Überhaupt sei das Ganze ein Kampf von David gegen Goliath. Maier: „Da kommt der Geschäftsführer von Koehler Renewable Energy, der ist geübt darin, Vorträge zu halten. Da fällt es uns als Bauern, die hier oben einfach Landschaftspflege betreiben schwer, dagegen zu halten.“ Die Projektbetreiber hätten da ganz andere Mittel, das fange schon bei deren Ausbildung an. Dennoch sei bei dem Bürgerforum keine klare Aussage herausgekommen: „Haben sie das gesehen, also ich nicht.“ Für ihn ist das Bürgerforum ein Hilfeschrei der Stadt. Die habe schon einen Schluckreflex bekommen wegen des starken Wahlkampfs der Schwender.
Den Ausgang des Bürgerentscheids kommenden Sonntag schätzt André Maier jedenfalls positiv ein: „Es kommen viele Bürger hoch auf die Schwend, um sich das vor Ort anzuschauen. Hier und auch bei den Info-Ständen sind sieben bis acht von zehn Personen bei uns.“ Von den abgegebenen Stimmen werde die Mehrheit mit „Ja zur Schwend“ stimmen.
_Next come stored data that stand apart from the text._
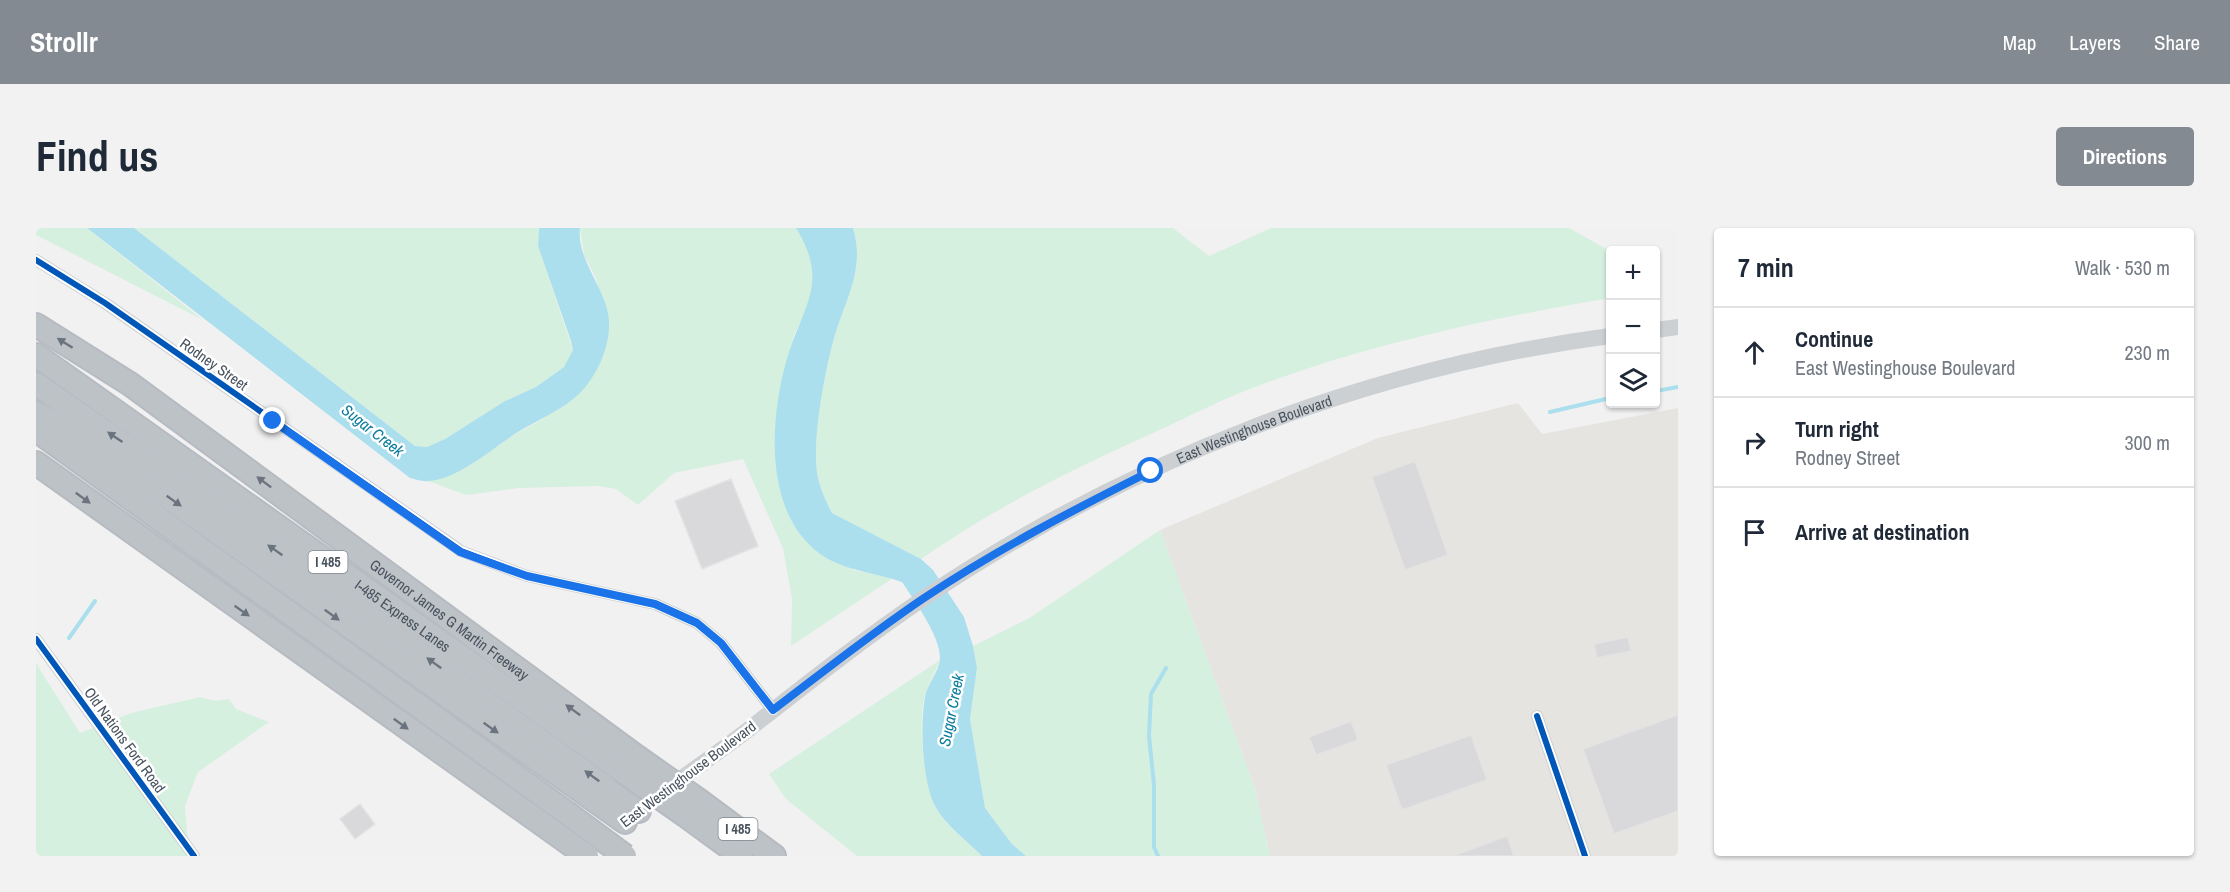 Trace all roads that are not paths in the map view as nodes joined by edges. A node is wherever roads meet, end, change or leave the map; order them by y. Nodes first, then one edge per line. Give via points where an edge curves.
1 (36, 260) edge
2 (36, 324) edge
3 (1678, 327) edge
4 (1660, 329) edge
5 (1606, 337) edge
6 (36, 354) edge
7 (36, 384) edge
8 (130, 384) junction
9 (36, 413) edge
10 (36, 430) edge
11 (36, 463) edge
12 (36, 639) edge
13 (773, 710) junction
14 (1537, 716) dead end
15 (629, 763) junction
16 (693, 809) junction
17 (632, 817) junction
18 (194, 856) edge
19 (580, 856) edge
20 (587, 856) edge
21 (625, 856) edge
22 (741, 856) edge
23 (774, 856) edge
24 (1585, 856) edge

1 - 13 street, Rodney Street via 105,303 460,552 527,576 655,604 697,623 721,643
8 -> 2 highway, Governor James G Martin Freeway / I 485
3 - 4 main road
5 - 13 main road, East Westinghouse Boulevard via 1391,382 1304,409 1151,471 1023,538 886,625
6 - 8 highway
6 - 15 highway, I-485 Express Lanes / I 485
17 -> 7 highway via 207,502
15 -> 8 highway, Governor James G Martin Freeway / I 485
9 -> 17 highway via 68,430 179,505
10 - 21 highway, bridge
11 -> 20 highway, bridge
12 - 18 street, Old Nations Ford Road
13 - 17 main road, East Westinghouse Boulevard
14 - 24 street
15 - 16 highway, Governor James G Martin Freeway / I 485, bridge
16 - 22 highway, I 485
16 - 23 highway, Governor James G Martin Freeway / I 485
17 - 19 main road, East Westinghouse Boulevard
Sorgen mache er sich über die Wahlbeteiligung. Die meisten Oberkircher betreffe das Projekt nicht direkt, da dürften viele zu Hause bleiben, so Maier.
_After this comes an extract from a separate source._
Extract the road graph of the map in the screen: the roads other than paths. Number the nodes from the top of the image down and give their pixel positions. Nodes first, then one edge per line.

Auch bei den Veranstaltungen der Projektgegner seien mehr Leute gekommen, als bei dem Info-Event von Koehler in der Erwin-Braun-Halle. Maier: „Anscheinend ist der Trend eher kritisch gegenüber Koehler.“ Gleich morgen, am Montag, den 14. Juli, um 19 Uhr (Einlass 18 Uhr) finde in der Gemeindehalle Tiergarten eine Veranstaltung mit dem prominenten Referenten Prof. Dr. Fritz Vahrenholt statt. Der war Umweltsenator von Hamburg unter Henning Voscherau in den 90er Jahren und bei Unternehmen wie Shell für die erneuerbare Energien-Sparte zuständig. Bei RWE Innogy war Vahrenholt Vorstandsvorsitzender und beim Hamburger SV, Aurubis oder Thyssenkrupp im Aufsichtsrat.
Der Hamburger ist zudem Mitautor des Buchs Die kalte Sonne. Unter dem Titel „Die CO2-Lüge“ wurden Auszüge aus dem Buch in einer dreiteiligen Serie in der Bild vorab gedruckt. Vor allem Änderungen der Sonnenaktivität und Änderungen der Meeresströmungen hätten, so die Kernthese des Buches, zu der globalen Erwärmung geführt, weniger das CO2. Durch die abnehmende Sonnenaktivität würde die zukünftige Erwärmung sehr viel geringer ausfallen als vom IPCC prognostiziert. Überflüssig zu erwähnen, dass die Thesen Vahrenholts höchst umstritten sind.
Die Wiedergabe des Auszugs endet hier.